Because the copy must hold no pictures, return the data below with all of its words intact.
- - - -
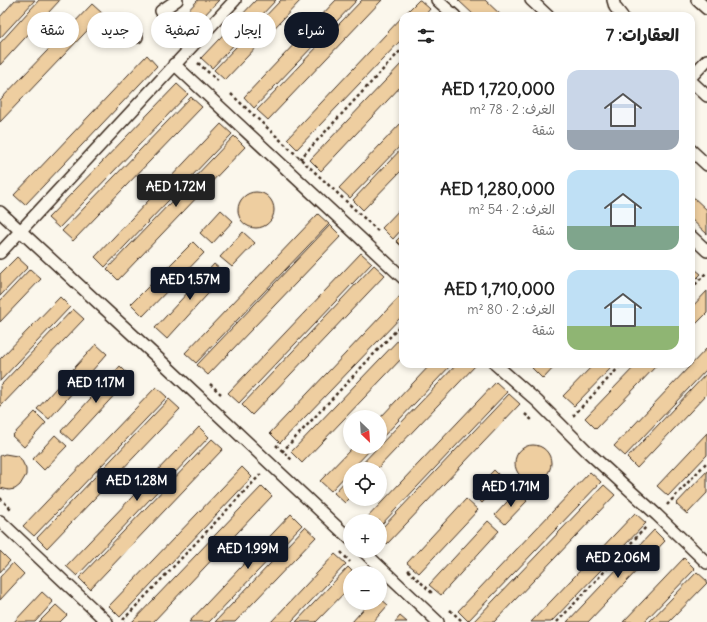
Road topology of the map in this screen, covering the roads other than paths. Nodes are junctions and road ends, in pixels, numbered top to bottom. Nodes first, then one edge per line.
1 (166, 0) edge
2 (177, 0) edge
3 (235, 0) edge
4 (437, 0) edge
5 (531, 0) edge
6 (613, 0) edge
7 (697, 0) edge
8 (707, 9) edge
9 (450, 12) edge
10 (544, 12) edge
11 (619, 12) edge
12 (707, 60) edge
13 (174, 64) junction
14 (695, 72) edge
15 (695, 85) edge
16 (707, 96) edge
17 (695, 154) edge
18 (707, 165) edge
19 (0, 212) edge
20 (19, 231) junction
21 (695, 240) edge
22 (707, 251) edge
23 (0, 253) edge
24 (399, 274) edge
25 (499, 368) edge
26 (0, 521) edge
27 (343, 532) edge
28 (370, 558) edge
29 (707, 563) edge
30 (107, 622) edge
31 (438, 622) edge

1 - 2 lane
3 - 13 lane
4 - 9 lane
5 - 10 lane
6 - 11 lane
7 - 8 lane
12 - 14 lane
13 - 20 lane
13 - 24 lane
15 - 16 lane
17 - 18 lane
19 - 20 lane
20 - 23 lane
20 - 27 lane
21 - 22 lane
25 - 29 lane
26 - 30 lane
28 - 31 lane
- - - -
Final answer
Road topology of the map in this screen, covering the roads other than paths. Nodes are junctions and road ends, in pixels, numbered top to bottom. Nodes first, then one edge per line.
1 (166, 0) edge
2 (177, 0) edge
3 (235, 0) edge
4 (437, 0) edge
5 (531, 0) edge
6 (613, 0) edge
7 (697, 0) edge
8 (707, 9) edge
9 (450, 12) edge
10 (544, 12) edge
11 (619, 12) edge
12 (707, 60) edge
13 (174, 64) junction
14 (695, 72) edge
15 (695, 85) edge
16 (707, 96) edge
17 (695, 154) edge
18 (707, 165) edge
19 (0, 212) edge
20 (19, 231) junction
21 (695, 240) edge
22 (707, 251) edge
23 (0, 253) edge
24 (399, 274) edge
25 (499, 368) edge
26 (0, 521) edge
27 (343, 532) edge
28 (370, 558) edge
29 (707, 563) edge
30 (107, 622) edge
31 (438, 622) edge

1 - 2 lane
3 - 13 lane
4 - 9 lane
5 - 10 lane
6 - 11 lane
7 - 8 lane
12 - 14 lane
13 - 20 lane
13 - 24 lane
15 - 16 lane
17 - 18 lane
19 - 20 lane
20 - 23 lane
20 - 27 lane
21 - 22 lane
25 - 29 lane
26 - 30 lane
28 - 31 lane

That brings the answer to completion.